Data records START

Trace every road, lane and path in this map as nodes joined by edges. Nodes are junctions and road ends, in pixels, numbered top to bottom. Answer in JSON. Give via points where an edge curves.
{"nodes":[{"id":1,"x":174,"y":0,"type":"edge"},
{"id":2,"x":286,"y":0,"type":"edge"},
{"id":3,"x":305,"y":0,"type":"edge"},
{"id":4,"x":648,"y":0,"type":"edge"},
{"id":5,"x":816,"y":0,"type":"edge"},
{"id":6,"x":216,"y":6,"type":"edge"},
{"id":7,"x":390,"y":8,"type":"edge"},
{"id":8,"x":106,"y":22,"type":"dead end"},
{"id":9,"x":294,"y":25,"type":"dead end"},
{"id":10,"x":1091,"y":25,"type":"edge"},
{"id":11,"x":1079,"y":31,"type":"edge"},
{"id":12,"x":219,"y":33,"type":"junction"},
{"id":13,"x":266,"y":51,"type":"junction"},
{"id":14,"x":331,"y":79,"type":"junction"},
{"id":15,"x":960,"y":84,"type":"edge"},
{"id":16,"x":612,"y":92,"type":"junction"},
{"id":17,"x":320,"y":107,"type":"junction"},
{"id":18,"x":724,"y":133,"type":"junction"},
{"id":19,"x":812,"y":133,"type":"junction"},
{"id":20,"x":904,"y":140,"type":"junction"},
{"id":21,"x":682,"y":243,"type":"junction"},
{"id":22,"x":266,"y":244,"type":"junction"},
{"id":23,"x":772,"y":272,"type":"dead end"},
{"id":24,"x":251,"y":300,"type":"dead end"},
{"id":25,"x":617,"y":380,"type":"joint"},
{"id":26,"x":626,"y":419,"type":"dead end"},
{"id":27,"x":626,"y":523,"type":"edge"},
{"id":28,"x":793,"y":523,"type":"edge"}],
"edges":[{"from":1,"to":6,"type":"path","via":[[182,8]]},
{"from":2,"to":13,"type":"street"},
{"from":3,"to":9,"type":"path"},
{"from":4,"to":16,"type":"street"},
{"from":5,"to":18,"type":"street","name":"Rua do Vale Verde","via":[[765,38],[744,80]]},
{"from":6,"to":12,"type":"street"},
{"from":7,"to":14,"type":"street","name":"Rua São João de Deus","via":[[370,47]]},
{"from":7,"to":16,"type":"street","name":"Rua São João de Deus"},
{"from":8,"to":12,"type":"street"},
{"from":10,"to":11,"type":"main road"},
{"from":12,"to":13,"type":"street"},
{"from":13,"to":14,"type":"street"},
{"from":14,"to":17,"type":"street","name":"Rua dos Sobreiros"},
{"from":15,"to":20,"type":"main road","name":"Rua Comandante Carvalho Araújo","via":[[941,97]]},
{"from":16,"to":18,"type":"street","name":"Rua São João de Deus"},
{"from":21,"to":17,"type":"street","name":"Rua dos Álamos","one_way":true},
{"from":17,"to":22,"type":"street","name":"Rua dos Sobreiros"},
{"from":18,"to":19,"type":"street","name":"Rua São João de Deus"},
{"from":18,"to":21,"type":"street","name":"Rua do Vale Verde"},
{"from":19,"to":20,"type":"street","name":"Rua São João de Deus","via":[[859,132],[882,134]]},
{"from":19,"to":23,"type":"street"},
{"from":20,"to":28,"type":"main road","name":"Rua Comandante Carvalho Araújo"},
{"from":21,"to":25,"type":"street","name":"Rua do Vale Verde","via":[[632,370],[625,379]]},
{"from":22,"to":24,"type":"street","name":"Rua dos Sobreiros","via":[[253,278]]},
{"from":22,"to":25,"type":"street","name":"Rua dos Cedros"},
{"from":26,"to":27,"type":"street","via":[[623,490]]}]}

Data records END

● **Assignment**: Extract, from the listing above, every line where the string "Carvalho" occurs.

● **Expected answer**:
{"from":15,"to":20,"type":"main road","name":"Rua Comandante Carvalho Araújo","via":[[941,97]]},
{"from":20,"to":28,"type":"main road","name":"Rua Comandante Carvalho Araújo"},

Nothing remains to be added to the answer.